◆ **TASK TO CARRY OUT**:
Where in the material does the word "East" appear? Copy each line that has it.

◆ **DATASET EXCERPTS**:
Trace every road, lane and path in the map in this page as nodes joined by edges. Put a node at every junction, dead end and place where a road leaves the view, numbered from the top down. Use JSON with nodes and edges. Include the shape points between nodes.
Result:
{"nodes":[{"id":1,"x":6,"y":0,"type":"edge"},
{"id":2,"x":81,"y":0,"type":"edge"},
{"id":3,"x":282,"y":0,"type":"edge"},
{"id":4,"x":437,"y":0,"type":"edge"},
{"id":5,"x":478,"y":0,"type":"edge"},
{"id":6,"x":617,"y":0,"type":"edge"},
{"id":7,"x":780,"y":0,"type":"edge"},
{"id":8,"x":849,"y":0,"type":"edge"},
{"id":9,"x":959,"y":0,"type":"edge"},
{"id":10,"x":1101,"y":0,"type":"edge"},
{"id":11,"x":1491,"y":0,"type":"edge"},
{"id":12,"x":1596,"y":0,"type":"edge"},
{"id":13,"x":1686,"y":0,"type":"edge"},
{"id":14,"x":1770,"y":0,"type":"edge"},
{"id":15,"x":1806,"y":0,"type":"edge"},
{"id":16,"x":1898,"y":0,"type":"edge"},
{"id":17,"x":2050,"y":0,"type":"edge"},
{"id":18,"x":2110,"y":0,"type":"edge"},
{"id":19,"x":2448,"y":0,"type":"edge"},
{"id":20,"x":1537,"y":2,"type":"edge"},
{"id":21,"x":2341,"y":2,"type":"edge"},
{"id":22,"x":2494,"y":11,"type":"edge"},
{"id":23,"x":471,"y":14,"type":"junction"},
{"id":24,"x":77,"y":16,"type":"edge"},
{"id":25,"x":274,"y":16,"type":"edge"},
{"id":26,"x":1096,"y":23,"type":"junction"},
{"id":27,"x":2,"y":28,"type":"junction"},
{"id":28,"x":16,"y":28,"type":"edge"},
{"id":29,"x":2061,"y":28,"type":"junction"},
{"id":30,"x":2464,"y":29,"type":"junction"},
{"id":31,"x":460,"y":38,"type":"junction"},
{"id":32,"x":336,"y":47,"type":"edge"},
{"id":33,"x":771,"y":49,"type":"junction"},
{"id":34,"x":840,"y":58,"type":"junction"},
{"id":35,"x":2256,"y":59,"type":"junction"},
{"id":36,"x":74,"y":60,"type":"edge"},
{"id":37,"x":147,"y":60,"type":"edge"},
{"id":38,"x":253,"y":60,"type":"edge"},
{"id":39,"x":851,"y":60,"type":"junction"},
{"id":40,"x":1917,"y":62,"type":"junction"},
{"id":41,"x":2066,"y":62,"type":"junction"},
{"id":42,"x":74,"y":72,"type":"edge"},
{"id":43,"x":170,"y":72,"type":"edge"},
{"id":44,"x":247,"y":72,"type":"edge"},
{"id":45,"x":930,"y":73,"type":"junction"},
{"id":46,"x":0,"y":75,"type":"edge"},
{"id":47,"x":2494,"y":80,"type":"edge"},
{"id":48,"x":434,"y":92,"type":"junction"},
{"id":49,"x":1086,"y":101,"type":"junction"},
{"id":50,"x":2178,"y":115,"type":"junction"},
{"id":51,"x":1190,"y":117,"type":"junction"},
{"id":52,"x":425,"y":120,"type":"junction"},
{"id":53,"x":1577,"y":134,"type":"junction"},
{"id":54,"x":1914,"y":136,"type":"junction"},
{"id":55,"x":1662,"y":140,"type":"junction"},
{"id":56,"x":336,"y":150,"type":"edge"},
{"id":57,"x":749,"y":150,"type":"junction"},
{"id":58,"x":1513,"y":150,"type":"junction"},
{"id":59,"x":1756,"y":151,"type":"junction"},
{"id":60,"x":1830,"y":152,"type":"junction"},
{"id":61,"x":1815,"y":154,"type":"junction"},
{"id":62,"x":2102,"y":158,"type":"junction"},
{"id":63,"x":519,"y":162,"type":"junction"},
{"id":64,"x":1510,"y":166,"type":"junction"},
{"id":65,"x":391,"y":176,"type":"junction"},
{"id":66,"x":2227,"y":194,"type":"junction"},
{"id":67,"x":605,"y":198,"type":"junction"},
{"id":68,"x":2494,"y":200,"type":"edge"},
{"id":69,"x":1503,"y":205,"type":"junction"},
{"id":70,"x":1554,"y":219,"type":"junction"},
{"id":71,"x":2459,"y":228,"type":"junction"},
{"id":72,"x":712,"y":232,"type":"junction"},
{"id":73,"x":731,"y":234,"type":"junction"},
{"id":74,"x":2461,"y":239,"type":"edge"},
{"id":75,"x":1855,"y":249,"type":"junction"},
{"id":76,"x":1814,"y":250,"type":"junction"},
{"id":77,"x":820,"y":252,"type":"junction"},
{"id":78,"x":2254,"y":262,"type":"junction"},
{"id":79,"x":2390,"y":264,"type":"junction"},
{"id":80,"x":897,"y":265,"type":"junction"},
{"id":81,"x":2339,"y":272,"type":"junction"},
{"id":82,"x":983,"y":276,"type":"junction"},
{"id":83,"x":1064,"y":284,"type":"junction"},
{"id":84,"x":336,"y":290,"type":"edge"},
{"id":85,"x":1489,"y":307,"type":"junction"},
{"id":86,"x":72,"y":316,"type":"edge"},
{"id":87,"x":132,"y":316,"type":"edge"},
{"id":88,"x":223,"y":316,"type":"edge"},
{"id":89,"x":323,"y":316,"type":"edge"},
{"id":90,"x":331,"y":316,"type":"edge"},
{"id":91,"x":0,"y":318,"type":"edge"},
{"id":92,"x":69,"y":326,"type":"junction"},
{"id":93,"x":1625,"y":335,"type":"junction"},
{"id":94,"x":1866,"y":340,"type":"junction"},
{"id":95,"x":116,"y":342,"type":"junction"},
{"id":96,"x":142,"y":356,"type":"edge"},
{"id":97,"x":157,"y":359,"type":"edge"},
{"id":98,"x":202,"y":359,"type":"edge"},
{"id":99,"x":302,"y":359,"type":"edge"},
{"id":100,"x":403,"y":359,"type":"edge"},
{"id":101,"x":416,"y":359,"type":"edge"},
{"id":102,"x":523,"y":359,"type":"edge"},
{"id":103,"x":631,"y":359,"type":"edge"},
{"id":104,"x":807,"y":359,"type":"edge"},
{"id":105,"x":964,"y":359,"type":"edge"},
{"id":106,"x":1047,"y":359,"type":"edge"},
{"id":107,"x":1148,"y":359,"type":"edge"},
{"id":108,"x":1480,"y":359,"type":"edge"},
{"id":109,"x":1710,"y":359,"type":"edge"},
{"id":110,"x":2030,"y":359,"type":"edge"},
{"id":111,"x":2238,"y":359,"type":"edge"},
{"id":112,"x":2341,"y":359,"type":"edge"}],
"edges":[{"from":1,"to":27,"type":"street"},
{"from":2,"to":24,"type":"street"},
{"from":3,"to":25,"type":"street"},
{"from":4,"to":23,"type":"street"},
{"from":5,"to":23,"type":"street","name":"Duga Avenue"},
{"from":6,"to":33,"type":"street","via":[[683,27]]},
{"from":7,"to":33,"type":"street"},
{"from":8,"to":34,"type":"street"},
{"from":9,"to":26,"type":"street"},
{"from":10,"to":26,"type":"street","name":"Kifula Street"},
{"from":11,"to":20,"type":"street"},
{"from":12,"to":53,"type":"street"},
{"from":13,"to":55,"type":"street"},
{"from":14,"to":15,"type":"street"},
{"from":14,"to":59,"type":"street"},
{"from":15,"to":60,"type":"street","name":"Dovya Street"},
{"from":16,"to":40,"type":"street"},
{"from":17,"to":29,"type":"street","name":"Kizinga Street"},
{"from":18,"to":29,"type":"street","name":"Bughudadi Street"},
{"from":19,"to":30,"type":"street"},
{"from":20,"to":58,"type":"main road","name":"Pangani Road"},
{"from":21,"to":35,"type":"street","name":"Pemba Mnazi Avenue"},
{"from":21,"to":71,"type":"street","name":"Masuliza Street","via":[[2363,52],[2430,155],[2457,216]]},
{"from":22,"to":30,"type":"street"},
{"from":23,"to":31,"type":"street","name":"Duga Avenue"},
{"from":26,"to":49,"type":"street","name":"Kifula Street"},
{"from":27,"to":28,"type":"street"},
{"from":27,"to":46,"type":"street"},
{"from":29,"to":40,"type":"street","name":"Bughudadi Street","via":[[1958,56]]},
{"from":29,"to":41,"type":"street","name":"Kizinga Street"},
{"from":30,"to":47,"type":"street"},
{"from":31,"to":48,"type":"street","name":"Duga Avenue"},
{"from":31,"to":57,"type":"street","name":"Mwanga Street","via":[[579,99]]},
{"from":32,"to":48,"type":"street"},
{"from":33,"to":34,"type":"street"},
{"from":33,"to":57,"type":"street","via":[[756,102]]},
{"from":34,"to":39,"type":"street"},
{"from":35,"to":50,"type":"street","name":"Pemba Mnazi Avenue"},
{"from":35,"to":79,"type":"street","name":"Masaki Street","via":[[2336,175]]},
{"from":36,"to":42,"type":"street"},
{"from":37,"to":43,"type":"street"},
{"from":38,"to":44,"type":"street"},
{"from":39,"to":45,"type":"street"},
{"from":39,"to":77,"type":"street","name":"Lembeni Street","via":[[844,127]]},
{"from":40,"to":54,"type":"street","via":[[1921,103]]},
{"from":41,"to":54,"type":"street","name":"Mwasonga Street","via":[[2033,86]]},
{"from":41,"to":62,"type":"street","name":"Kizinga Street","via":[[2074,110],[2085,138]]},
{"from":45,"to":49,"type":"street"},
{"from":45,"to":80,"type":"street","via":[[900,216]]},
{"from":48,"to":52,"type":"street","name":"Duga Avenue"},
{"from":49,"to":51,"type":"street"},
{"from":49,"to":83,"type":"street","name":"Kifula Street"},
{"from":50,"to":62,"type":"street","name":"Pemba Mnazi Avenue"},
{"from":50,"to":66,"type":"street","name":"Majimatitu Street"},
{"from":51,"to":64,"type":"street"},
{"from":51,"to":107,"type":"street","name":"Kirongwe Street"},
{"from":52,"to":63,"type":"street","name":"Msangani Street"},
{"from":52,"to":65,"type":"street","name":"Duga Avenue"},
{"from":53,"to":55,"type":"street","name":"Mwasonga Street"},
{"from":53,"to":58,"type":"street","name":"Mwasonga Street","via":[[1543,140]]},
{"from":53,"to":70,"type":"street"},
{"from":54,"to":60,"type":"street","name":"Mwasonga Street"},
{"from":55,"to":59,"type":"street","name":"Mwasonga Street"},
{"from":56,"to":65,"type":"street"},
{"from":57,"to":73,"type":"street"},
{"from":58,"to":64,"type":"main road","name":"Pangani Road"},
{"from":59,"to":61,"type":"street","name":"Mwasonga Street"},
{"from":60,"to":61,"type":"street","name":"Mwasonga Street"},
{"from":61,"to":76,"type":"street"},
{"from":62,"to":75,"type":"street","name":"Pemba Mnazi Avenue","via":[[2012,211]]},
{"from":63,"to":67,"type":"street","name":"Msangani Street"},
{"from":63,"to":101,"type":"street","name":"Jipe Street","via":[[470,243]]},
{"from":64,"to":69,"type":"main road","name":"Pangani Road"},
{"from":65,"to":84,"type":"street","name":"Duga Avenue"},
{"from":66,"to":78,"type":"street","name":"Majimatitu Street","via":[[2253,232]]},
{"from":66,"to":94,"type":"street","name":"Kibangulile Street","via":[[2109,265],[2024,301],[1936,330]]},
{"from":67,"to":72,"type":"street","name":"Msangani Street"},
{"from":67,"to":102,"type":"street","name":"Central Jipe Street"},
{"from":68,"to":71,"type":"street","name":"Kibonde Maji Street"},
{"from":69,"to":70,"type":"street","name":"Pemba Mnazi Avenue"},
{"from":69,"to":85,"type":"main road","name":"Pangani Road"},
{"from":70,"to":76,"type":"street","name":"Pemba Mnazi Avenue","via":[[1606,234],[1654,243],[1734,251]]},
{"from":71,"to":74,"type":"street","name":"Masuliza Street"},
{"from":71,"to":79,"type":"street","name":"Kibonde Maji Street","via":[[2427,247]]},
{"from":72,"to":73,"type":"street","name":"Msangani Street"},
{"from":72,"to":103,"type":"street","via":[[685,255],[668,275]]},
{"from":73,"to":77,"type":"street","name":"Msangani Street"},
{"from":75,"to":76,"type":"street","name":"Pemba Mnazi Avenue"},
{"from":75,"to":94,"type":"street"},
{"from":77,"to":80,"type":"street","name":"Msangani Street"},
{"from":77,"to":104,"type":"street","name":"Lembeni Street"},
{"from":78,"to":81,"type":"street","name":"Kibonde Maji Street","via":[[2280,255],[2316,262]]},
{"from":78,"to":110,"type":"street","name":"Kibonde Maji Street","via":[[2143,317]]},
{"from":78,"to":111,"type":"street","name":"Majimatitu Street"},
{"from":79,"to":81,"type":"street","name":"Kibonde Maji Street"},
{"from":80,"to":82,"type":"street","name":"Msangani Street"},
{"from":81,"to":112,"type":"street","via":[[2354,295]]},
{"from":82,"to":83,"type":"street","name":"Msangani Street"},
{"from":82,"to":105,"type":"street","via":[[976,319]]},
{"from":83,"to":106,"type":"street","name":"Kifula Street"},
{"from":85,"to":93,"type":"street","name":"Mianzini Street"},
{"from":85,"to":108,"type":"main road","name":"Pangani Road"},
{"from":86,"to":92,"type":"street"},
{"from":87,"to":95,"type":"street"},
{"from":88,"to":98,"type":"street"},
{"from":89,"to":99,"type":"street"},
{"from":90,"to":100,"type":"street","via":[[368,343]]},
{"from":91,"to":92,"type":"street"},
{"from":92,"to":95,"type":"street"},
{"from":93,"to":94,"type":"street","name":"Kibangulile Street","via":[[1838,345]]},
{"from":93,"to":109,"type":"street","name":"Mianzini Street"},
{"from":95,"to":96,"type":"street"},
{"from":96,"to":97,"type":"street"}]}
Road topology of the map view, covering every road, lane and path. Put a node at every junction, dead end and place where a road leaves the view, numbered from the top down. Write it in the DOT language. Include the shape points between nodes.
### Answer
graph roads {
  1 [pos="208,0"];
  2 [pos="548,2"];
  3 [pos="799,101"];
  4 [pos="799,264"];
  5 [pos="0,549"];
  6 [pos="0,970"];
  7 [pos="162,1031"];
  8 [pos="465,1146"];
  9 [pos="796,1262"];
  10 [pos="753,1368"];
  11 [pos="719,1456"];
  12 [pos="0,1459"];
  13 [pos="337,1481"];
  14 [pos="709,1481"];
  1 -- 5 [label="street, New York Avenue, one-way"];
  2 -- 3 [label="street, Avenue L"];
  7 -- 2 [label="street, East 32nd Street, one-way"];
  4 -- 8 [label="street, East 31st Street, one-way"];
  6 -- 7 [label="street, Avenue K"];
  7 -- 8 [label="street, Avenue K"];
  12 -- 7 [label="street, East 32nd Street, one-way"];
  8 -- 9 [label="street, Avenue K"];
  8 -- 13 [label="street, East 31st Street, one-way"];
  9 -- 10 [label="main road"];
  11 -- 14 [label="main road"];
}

◆ **RESPONSE FOR THIS EXERCISE**:
  7 -- 2 [label="street, East 32nd Street, one-way"];
  4 -- 8 [label="street, East 31st Street, one-way"];
  12 -- 7 [label="street, East 32nd Street, one-way"];
  8 -- 13 [label="street, East 31st Street, one-way"];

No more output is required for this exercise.